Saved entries
Start of Block
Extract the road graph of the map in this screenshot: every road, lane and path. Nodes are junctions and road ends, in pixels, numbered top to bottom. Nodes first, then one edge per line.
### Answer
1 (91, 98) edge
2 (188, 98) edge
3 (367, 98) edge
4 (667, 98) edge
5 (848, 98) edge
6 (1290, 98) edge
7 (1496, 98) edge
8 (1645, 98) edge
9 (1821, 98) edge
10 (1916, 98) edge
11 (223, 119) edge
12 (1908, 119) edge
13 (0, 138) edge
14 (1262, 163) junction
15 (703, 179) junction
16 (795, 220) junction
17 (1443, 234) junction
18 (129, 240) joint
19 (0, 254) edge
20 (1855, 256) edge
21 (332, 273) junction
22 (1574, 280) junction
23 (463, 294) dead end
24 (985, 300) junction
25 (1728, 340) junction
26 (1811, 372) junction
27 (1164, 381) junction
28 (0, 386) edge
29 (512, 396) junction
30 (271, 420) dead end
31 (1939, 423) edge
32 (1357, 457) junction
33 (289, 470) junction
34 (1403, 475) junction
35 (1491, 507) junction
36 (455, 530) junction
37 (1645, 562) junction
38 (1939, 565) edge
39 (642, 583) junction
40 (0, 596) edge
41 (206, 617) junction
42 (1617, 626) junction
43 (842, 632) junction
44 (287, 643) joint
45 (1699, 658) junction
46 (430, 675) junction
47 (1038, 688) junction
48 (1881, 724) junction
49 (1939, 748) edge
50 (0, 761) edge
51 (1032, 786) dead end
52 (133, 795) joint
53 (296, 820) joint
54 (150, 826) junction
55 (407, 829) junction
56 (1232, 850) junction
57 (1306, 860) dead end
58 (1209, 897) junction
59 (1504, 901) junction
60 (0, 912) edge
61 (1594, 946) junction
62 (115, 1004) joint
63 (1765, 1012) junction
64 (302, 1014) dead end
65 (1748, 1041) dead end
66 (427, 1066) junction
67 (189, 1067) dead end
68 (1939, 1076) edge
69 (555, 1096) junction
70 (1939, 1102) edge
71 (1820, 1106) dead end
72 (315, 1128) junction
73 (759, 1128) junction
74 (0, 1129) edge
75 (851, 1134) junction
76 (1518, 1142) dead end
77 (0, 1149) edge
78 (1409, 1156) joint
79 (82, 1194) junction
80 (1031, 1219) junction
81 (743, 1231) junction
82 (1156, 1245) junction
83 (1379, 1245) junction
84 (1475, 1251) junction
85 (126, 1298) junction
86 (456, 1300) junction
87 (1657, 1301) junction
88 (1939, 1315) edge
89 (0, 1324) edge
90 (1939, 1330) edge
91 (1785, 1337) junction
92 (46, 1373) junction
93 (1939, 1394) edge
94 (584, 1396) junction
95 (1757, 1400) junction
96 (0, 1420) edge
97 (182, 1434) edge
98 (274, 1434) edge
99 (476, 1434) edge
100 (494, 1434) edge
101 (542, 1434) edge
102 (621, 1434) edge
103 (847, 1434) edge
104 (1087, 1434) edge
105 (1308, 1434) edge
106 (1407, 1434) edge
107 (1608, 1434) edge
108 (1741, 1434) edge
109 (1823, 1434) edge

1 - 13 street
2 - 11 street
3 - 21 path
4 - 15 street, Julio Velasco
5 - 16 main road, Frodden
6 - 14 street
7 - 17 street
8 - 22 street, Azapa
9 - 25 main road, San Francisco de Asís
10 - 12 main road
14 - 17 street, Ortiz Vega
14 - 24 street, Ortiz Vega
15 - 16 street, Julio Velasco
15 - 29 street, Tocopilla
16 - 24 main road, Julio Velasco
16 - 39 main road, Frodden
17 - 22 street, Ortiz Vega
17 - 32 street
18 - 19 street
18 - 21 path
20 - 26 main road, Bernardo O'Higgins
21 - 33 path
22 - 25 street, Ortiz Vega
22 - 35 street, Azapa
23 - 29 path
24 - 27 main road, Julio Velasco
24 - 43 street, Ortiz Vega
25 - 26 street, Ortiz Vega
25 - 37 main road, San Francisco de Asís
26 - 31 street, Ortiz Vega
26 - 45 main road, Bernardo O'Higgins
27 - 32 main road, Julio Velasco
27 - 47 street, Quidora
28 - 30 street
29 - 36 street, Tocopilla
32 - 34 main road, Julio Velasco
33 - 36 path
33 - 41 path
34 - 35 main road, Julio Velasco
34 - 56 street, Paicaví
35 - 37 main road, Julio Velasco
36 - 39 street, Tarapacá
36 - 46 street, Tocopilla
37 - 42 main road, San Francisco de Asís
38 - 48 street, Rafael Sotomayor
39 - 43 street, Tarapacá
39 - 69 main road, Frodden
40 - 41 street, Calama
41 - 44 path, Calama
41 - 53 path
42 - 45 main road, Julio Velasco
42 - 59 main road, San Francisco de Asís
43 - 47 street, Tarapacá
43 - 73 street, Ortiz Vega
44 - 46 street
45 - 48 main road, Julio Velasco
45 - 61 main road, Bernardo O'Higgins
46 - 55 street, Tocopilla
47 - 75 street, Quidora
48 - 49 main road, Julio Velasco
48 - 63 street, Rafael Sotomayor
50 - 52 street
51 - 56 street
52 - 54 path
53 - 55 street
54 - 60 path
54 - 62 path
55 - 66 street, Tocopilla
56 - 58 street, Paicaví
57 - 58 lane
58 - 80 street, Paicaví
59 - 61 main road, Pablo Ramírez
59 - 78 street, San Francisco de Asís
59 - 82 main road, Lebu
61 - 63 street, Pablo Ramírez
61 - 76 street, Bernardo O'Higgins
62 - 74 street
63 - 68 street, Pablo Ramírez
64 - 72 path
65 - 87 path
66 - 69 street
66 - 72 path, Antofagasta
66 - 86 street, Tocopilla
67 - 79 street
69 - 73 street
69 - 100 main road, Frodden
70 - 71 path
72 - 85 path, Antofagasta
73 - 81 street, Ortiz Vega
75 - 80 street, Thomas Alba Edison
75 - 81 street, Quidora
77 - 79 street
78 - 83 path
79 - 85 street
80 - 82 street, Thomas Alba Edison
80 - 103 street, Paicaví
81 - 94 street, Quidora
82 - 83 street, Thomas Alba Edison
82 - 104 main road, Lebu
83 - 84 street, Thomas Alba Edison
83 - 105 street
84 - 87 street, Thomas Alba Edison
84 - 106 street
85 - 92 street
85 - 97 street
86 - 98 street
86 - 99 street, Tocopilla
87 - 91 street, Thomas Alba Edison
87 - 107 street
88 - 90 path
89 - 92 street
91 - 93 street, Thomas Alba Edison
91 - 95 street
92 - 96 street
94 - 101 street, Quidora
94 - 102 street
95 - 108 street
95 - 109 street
End of Block
WORK REQUIRED
What you should do is return the records above exactly, leaving nothing out.

WRITTEN ANSWER
Extract the road graph of the map in this screenshot: every road, lane and path. Nodes are junctions and road ends, in pixels, numbered top to bottom. Nodes first, then one edge per line.
### Answer
1 (91, 98) edge
2 (188, 98) edge
3 (367, 98) edge
4 (667, 98) edge
5 (848, 98) edge
6 (1290, 98) edge
7 (1496, 98) edge
8 (1645, 98) edge
9 (1821, 98) edge
10 (1916, 98) edge
11 (223, 119) edge
12 (1908, 119) edge
13 (0, 138) edge
14 (1262, 163) junction
15 (703, 179) junction
16 (795, 220) junction
17 (1443, 234) junction
18 (129, 240) joint
19 (0, 254) edge
20 (1855, 256) edge
21 (332, 273) junction
22 (1574, 280) junction
23 (463, 294) dead end
24 (985, 300) junction
25 (1728, 340) junction
26 (1811, 372) junction
27 (1164, 381) junction
28 (0, 386) edge
29 (512, 396) junction
30 (271, 420) dead end
31 (1939, 423) edge
32 (1357, 457) junction
33 (289, 470) junction
34 (1403, 475) junction
35 (1491, 507) junction
36 (455, 530) junction
37 (1645, 562) junction
38 (1939, 565) edge
39 (642, 583) junction
40 (0, 596) edge
41 (206, 617) junction
42 (1617, 626) junction
43 (842, 632) junction
44 (287, 643) joint
45 (1699, 658) junction
46 (430, 675) junction
47 (1038, 688) junction
48 (1881, 724) junction
49 (1939, 748) edge
50 (0, 761) edge
51 (1032, 786) dead end
52 (133, 795) joint
53 (296, 820) joint
54 (150, 826) junction
55 (407, 829) junction
56 (1232, 850) junction
57 (1306, 860) dead end
58 (1209, 897) junction
59 (1504, 901) junction
60 (0, 912) edge
61 (1594, 946) junction
62 (115, 1004) joint
63 (1765, 1012) junction
64 (302, 1014) dead end
65 (1748, 1041) dead end
66 (427, 1066) junction
67 (189, 1067) dead end
68 (1939, 1076) edge
69 (555, 1096) junction
70 (1939, 1102) edge
71 (1820, 1106) dead end
72 (315, 1128) junction
73 (759, 1128) junction
74 (0, 1129) edge
75 (851, 1134) junction
76 (1518, 1142) dead end
77 (0, 1149) edge
78 (1409, 1156) joint
79 (82, 1194) junction
80 (1031, 1219) junction
81 (743, 1231) junction
82 (1156, 1245) junction
83 (1379, 1245) junction
84 (1475, 1251) junction
85 (126, 1298) junction
86 (456, 1300) junction
87 (1657, 1301) junction
88 (1939, 1315) edge
89 (0, 1324) edge
90 (1939, 1330) edge
91 (1785, 1337) junction
92 (46, 1373) junction
93 (1939, 1394) edge
94 (584, 1396) junction
95 (1757, 1400) junction
96 (0, 1420) edge
97 (182, 1434) edge
98 (274, 1434) edge
99 (476, 1434) edge
100 (494, 1434) edge
101 (542, 1434) edge
102 (621, 1434) edge
103 (847, 1434) edge
104 (1087, 1434) edge
105 (1308, 1434) edge
106 (1407, 1434) edge
107 (1608, 1434) edge
108 (1741, 1434) edge
109 (1823, 1434) edge

1 - 13 street
2 - 11 street
3 - 21 path
4 - 15 street, Julio Velasco
5 - 16 main road, Frodden
6 - 14 street
7 - 17 street
8 - 22 street, Azapa
9 - 25 main road, San Francisco de Asís
10 - 12 main road
14 - 17 street, Ortiz Vega
14 - 24 street, Ortiz Vega
15 - 16 street, Julio Velasco
15 - 29 street, Tocopilla
16 - 24 main road, Julio Velasco
16 - 39 main road, Frodden
17 - 22 street, Ortiz Vega
17 - 32 street
18 - 19 street
18 - 21 path
20 - 26 main road, Bernardo O'Higgins
21 - 33 path
22 - 25 street, Ortiz Vega
22 - 35 street, Azapa
23 - 29 path
24 - 27 main road, Julio Velasco
24 - 43 street, Ortiz Vega
25 - 26 street, Ortiz Vega
25 - 37 main road, San Francisco de Asís
26 - 31 street, Ortiz Vega
26 - 45 main road, Bernardo O'Higgins
27 - 32 main road, Julio Velasco
27 - 47 street, Quidora
28 - 30 street
29 - 36 street, Tocopilla
32 - 34 main road, Julio Velasco
33 - 36 path
33 - 41 path
34 - 35 main road, Julio Velasco
34 - 56 street, Paicaví
35 - 37 main road, Julio Velasco
36 - 39 street, Tarapacá
36 - 46 street, Tocopilla
37 - 42 main road, San Francisco de Asís
38 - 48 street, Rafael Sotomayor
39 - 43 street, Tarapacá
39 - 69 main road, Frodden
40 - 41 street, Calama
41 - 44 path, Calama
41 - 53 path
42 - 45 main road, Julio Velasco
42 - 59 main road, San Francisco de Asís
43 - 47 street, Tarapacá
43 - 73 street, Ortiz Vega
44 - 46 street
45 - 48 main road, Julio Velasco
45 - 61 main road, Bernardo O'Higgins
46 - 55 street, Tocopilla
47 - 75 street, Quidora
48 - 49 main road, Julio Velasco
48 - 63 street, Rafael Sotomayor
50 - 52 street
51 - 56 street
52 - 54 path
53 - 55 street
54 - 60 path
54 - 62 path
55 - 66 street, Tocopilla
56 - 58 street, Paicaví
57 - 58 lane
58 - 80 street, Paicaví
59 - 61 main road, Pablo Ramírez
59 - 78 street, San Francisco de Asís
59 - 82 main road, Lebu
61 - 63 street, Pablo Ramírez
61 - 76 street, Bernardo O'Higgins
62 - 74 street
63 - 68 street, Pablo Ramírez
64 - 72 path
65 - 87 path
66 - 69 street
66 - 72 path, Antofagasta
66 - 86 street, Tocopilla
67 - 79 street
69 - 73 street
69 - 100 main road, Frodden
70 - 71 path
72 - 85 path, Antofagasta
73 - 81 street, Ortiz Vega
75 - 80 street, Thomas Alba Edison
75 - 81 street, Quidora
77 - 79 street
78 - 83 path
79 - 85 street
80 - 82 street, Thomas Alba Edison
80 - 103 street, Paicaví
81 - 94 street, Quidora
82 - 83 street, Thomas Alba Edison
82 - 104 main road, Lebu
83 - 84 street, Thomas Alba Edison
83 - 105 street
84 - 87 street, Thomas Alba Edison
84 - 106 street
85 - 92 street
85 - 97 street
86 - 98 street
86 - 99 street, Tocopilla
87 - 91 street, Thomas Alba Edison
87 - 107 street
88 - 90 path
89 - 92 street
91 - 93 street, Thomas Alba Edison
91 - 95 street
92 - 96 street
94 - 101 street, Quidora
94 - 102 street
95 - 108 street
95 - 109 street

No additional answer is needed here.